◆ Exercise directions ◆
Lift out each line of the data that holds "graph".

Saved data entries
####

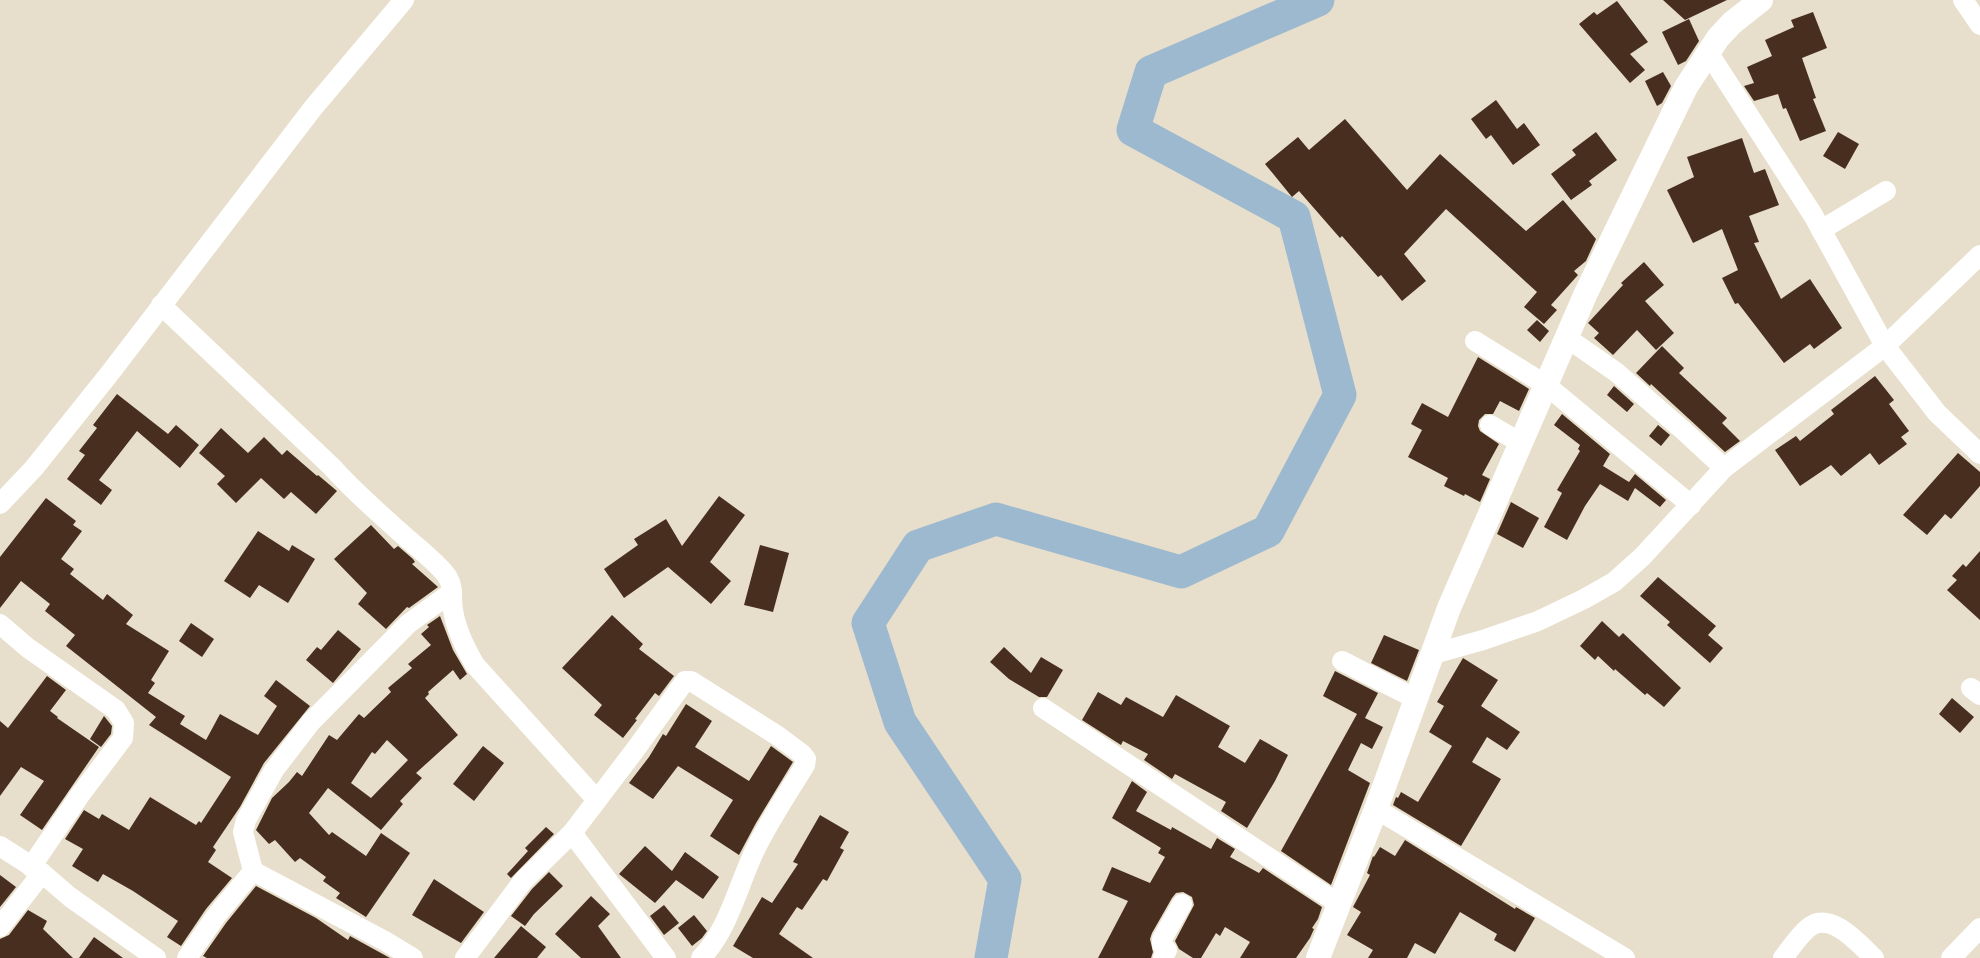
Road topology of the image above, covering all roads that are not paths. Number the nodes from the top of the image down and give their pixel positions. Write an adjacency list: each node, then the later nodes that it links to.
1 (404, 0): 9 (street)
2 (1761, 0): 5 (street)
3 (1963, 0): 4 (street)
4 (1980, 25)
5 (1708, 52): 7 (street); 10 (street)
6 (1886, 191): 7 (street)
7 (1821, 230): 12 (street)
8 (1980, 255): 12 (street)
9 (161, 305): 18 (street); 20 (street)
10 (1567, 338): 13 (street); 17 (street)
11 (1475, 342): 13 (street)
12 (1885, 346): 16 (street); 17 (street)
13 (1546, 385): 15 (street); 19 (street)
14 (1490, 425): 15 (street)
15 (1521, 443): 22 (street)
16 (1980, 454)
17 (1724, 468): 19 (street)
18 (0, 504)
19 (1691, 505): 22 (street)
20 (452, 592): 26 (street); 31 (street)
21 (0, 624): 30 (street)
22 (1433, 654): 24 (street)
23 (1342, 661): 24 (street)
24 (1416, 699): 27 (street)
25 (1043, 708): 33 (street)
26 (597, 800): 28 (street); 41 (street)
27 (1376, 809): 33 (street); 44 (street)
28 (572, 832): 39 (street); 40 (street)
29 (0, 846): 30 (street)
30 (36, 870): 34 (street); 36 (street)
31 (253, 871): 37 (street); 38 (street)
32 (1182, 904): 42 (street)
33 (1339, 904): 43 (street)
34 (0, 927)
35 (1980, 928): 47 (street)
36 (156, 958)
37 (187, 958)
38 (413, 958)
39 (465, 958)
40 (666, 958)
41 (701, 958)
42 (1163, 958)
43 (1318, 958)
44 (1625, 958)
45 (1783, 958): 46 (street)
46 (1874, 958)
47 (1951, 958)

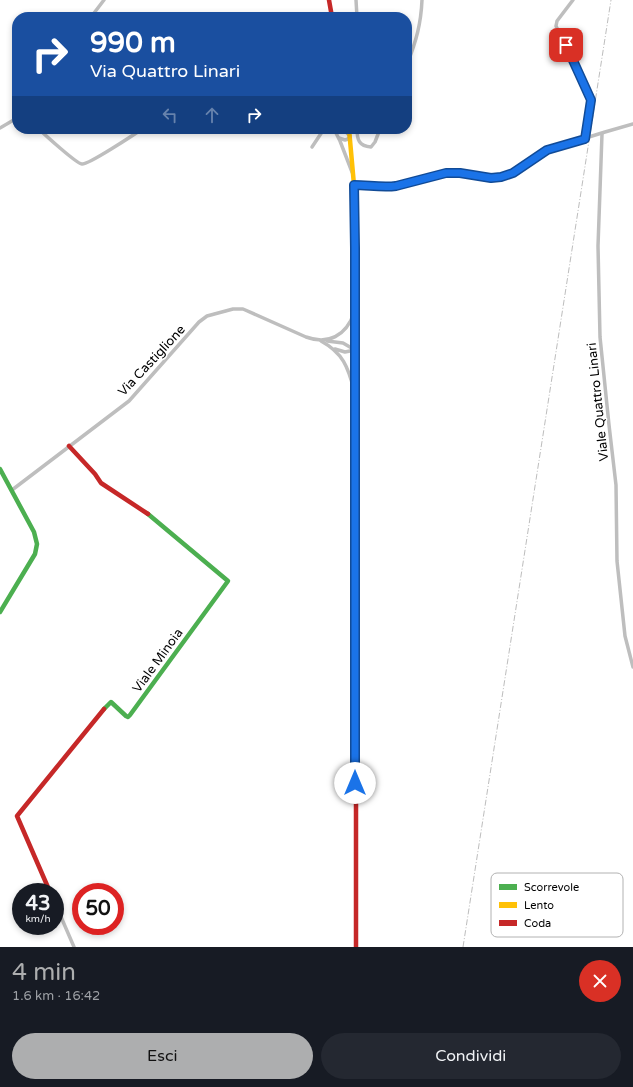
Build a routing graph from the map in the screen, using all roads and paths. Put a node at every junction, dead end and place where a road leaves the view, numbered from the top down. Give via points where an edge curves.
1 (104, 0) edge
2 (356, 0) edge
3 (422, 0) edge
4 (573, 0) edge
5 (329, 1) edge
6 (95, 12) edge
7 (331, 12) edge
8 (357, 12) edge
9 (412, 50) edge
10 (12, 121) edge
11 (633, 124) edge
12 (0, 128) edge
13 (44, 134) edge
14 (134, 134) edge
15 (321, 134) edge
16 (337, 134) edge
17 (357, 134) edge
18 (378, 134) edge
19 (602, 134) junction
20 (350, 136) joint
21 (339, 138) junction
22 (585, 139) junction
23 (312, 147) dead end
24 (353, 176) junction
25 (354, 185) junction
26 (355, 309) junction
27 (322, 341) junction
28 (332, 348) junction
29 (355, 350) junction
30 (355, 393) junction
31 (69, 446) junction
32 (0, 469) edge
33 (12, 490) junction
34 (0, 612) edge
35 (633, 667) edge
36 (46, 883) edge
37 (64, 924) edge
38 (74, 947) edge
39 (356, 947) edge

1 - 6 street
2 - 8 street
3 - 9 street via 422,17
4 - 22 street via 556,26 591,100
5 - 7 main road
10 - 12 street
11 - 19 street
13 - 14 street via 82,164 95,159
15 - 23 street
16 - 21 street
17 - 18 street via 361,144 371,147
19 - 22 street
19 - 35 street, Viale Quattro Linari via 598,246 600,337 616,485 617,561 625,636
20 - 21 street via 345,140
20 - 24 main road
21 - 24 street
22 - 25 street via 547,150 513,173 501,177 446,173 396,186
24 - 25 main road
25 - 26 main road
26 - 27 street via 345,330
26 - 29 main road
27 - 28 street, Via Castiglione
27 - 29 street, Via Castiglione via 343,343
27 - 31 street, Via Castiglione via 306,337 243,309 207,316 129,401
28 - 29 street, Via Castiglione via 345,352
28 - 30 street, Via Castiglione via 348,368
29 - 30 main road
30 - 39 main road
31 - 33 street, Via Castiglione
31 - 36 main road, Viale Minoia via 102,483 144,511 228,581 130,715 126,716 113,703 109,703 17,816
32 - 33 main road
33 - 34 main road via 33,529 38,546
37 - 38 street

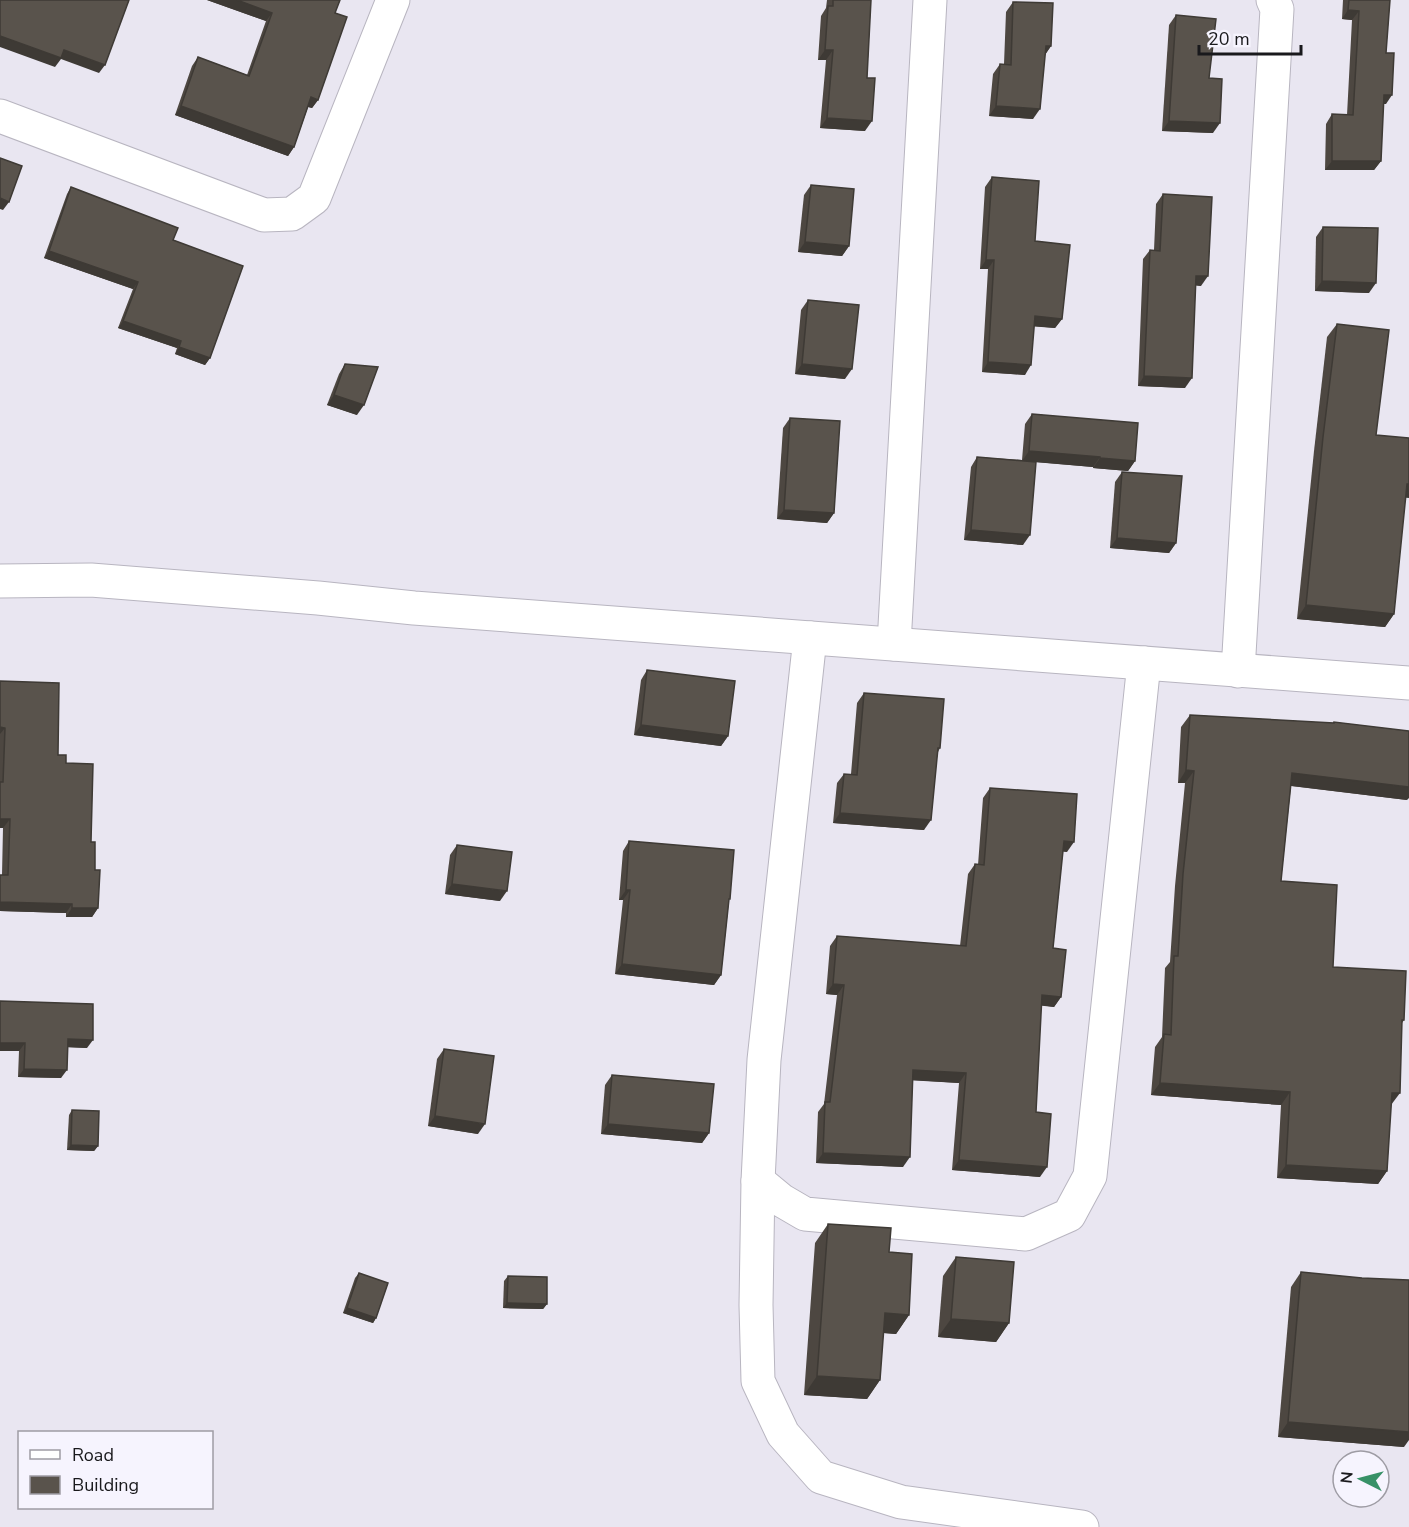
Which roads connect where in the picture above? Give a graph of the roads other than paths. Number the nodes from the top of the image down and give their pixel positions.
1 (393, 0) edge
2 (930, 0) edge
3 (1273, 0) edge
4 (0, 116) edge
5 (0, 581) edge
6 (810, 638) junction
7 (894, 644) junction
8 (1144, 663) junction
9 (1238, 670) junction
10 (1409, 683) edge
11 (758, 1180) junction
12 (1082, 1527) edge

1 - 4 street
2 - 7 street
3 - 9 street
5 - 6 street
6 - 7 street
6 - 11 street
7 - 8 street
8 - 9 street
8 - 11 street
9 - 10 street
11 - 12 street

####

◆ Response below ◆
Build a routing graph from the map in the screen, using all roads and paths. Put a node at every junction, dead end and place where a road leaves the view, numbered from the top down. Give via points where an edge curves.
Which roads connect where in the picture above? Give a graph of the roads other than paths. Number the nodes from the top of the image down and give their pixel positions.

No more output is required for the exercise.